The expedition of cash imports will help liquefy the domestic market, according to the central bank.
The list which started off with six items has now grown to nine to include, cash importation, school fees and remittances of salaries for Zimbabwean diplomats stationed abroad.  Last week the Barclays Bank Zimbabwe managing director George Guvamatanga called for the inclusion of school fees on the list saying it was a basic right.

“In order to expedite importation of cash by the banks to liquefy the economy, such importations shall be considered under priority one (High) of the priority list for foreign payments guidelines,” RBZ director (foreign exchange) Moris Mpofu said in a circular to banks.
The priority list is meant to ensre fair and equitable distribution of foreign currency reserves to priority areas within the country. The list continues to be revised as the demands from the market are evaluated.

Meanwhile banks have called on the central bank to set up a central cash depot at the RBZ to reduce cash import costs. The banks have also recommended that technology infrastructure such as mobile telephone infrastructure, ATMs and POS machines are shared. According to the Bankers Association of Zimbabwe, the recommendations are still under consideration by the RBZ.
Banks have in the past called on Econet to open up its network for the provision of mobile banking services.

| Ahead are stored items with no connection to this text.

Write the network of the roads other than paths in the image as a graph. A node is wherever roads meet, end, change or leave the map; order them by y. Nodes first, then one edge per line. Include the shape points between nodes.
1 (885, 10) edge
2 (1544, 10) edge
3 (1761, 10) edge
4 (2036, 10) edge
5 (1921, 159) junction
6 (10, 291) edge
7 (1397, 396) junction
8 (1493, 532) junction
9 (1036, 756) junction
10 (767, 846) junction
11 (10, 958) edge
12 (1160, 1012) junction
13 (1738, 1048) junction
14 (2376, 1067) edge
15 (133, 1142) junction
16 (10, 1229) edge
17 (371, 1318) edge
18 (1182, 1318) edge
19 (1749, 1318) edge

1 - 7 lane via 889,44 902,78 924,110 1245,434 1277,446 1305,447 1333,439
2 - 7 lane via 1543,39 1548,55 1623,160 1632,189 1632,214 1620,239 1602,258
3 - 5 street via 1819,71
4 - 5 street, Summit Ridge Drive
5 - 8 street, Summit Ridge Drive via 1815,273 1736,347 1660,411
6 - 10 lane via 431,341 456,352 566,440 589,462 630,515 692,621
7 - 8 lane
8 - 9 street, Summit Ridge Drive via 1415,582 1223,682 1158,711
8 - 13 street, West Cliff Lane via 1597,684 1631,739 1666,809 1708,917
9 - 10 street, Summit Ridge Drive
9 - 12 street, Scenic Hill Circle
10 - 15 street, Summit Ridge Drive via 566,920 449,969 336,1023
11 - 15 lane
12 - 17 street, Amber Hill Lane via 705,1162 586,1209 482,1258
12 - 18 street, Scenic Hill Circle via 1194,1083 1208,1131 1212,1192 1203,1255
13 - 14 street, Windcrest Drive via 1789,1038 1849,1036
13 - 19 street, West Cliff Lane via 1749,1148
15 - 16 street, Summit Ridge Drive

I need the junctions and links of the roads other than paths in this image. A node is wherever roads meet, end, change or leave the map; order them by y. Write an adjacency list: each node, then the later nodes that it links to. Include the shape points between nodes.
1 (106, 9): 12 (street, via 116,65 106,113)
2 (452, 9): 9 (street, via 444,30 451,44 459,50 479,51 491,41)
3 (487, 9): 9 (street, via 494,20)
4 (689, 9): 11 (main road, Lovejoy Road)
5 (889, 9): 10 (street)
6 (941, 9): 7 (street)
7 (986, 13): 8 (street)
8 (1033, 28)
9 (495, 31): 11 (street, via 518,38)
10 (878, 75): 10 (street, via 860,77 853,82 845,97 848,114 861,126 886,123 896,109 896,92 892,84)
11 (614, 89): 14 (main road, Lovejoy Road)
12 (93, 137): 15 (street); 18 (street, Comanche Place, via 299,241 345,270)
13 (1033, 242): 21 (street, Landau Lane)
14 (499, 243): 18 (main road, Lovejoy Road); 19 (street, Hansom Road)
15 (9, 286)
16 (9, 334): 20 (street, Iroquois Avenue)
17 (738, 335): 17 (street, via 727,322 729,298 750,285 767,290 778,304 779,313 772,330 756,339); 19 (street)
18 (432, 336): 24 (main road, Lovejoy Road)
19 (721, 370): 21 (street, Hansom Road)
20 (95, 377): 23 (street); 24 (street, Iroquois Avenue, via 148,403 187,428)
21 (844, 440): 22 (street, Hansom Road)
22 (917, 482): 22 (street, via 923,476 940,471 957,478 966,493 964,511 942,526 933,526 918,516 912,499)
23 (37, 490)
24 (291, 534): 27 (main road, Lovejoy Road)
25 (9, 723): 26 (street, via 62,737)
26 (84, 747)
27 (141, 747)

Giving their view to parliament earlier today, BAZ president Charity Jinya also called on the country to use the South African rand as the major transacting currency as this would reduce the concentration risk associated with heavy reliance on US$ transactions. Under the suggested structure the US$ would then be used to make offshore payments and local electronic payments only.
Jinya reiterated that BAZ supports the introduction of bond notes as it will limit externalisation of scarce foreign currency reserves and to incentivise exporters.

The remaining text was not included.